= The data =
-------------------------
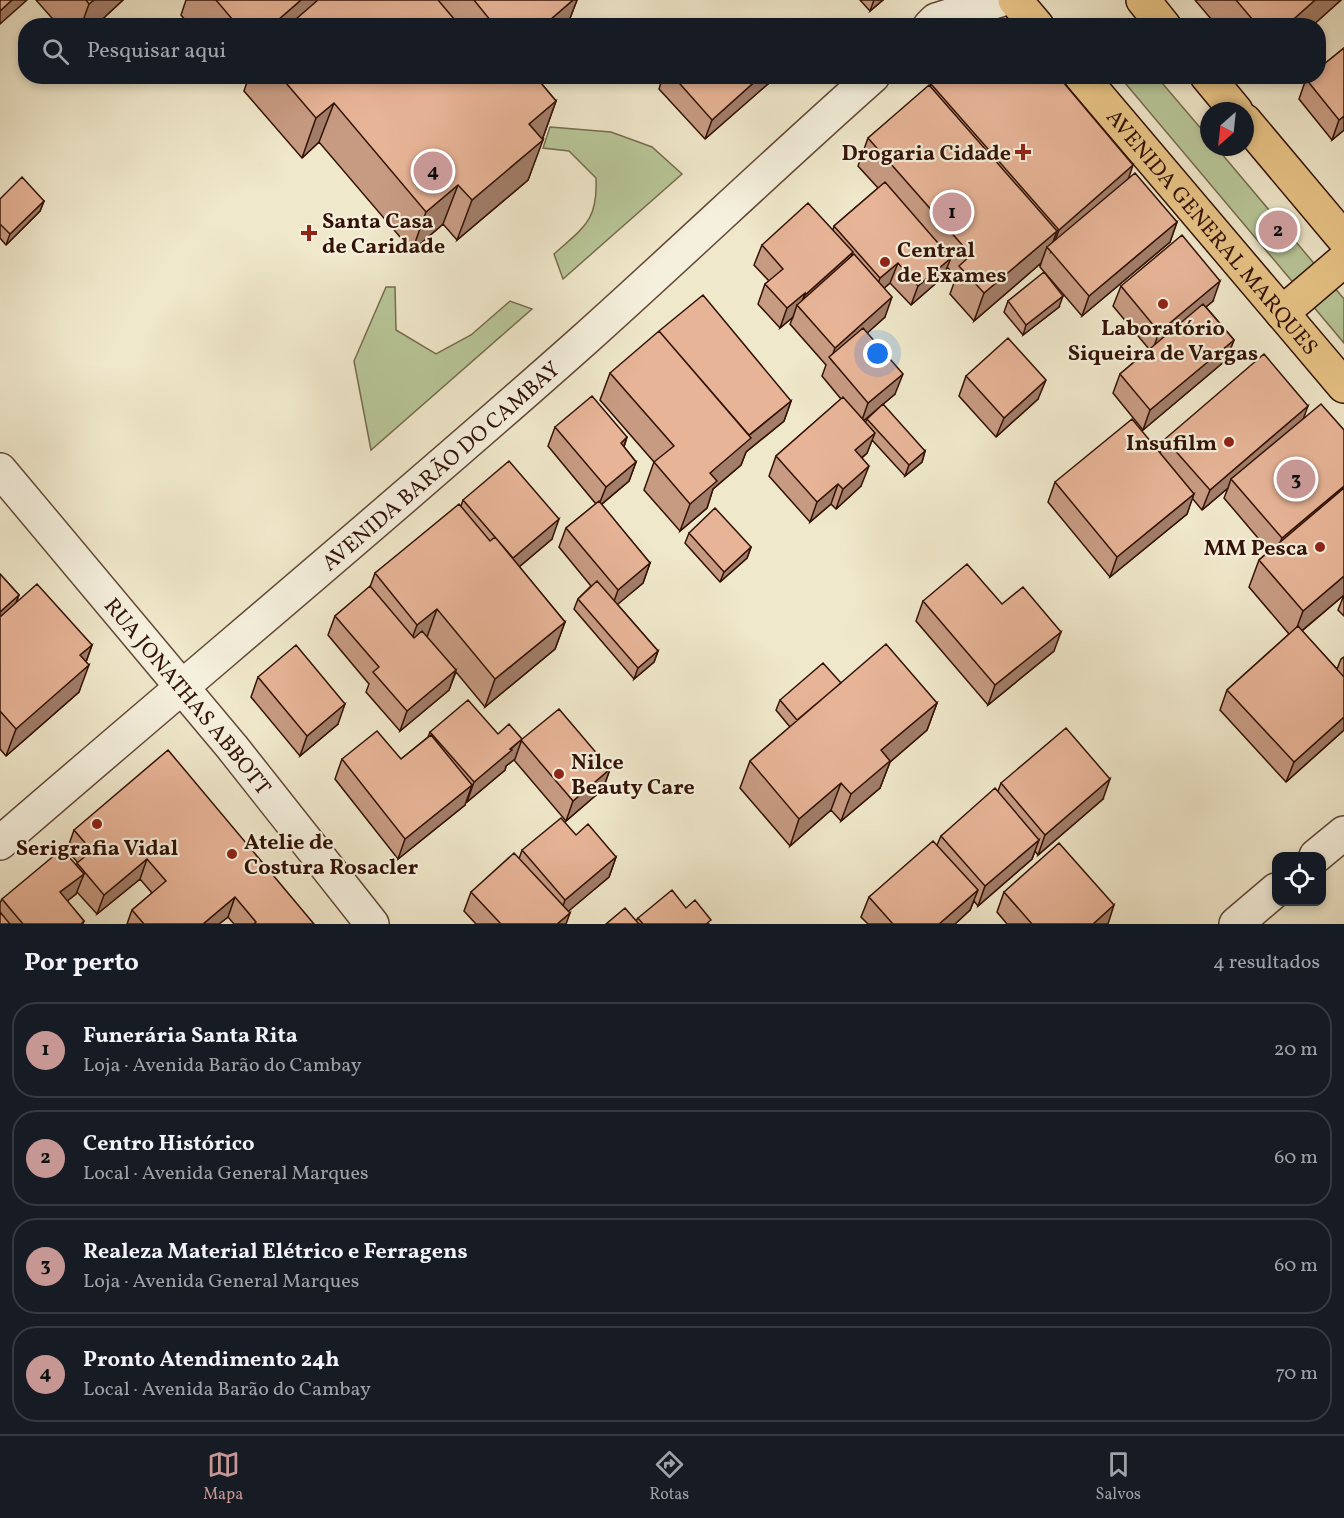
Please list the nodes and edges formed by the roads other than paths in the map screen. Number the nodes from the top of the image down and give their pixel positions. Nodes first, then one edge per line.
1 (1000, 0) edge
2 (1016, 0) edge
3 (1143, 0) edge
4 (937, 15) edge
5 (1031, 18) edge
6 (1158, 18) edge
7 (864, 84) edge
8 (1088, 84) edge
9 (1214, 84) edge
10 (1229, 102) edge
11 (1254, 133) edge
12 (1344, 239) edge
13 (1344, 260) edge
14 (1282, 313) junction
15 (1344, 386) edge
16 (0, 470) edge
17 (181, 687) junction
18 (1344, 833) edge
19 (0, 843) edge
20 (1321, 852) edge
21 (1272, 893) edge
22 (372, 924) edge
23 (1236, 924) edge

1 - 4 street
2 - 5 main road
3 - 6 main road
7 - 17 street, AVENIDA BARÃO DO CAMBAY
8 - 14 main road, AVENIDA GENERAL MARQUES
9 - 10 main road
11 - 12 main road
13 - 14 main road
14 - 15 main road, AVENIDA GENERAL MARQUES
16 - 17 street, RUA JONATHAS ABBOTT
17 - 19 street, AVENIDA BARÃO DO CAMBAY
17 - 22 street, RUA JONATHAS ABBOTT
18 - 20 street
21 - 23 street

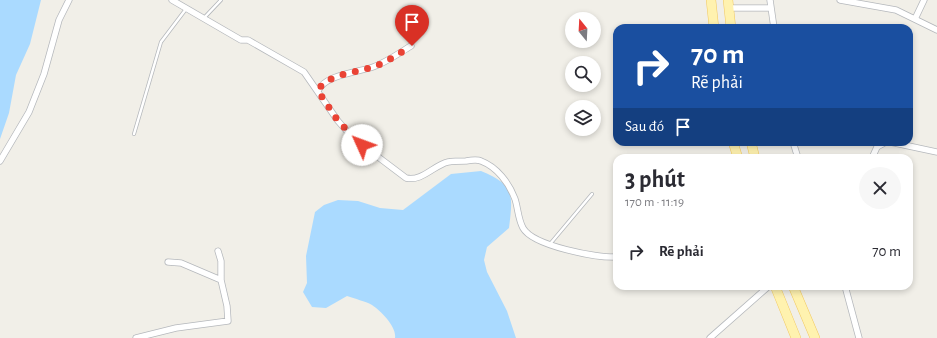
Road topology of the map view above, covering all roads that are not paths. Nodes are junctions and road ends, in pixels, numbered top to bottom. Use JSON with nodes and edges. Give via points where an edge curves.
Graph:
-------------------------
Output nothing but the lines from the one containing "Road topology of" through the last line of the data, exactly as they stand.

Road topology of the map view above, covering all roads that are not paths. Nodes are junctions and road ends, in pixels, numbered top to bottom. Use JSON with nodes and edges. Give via points where an edge curves.
Graph:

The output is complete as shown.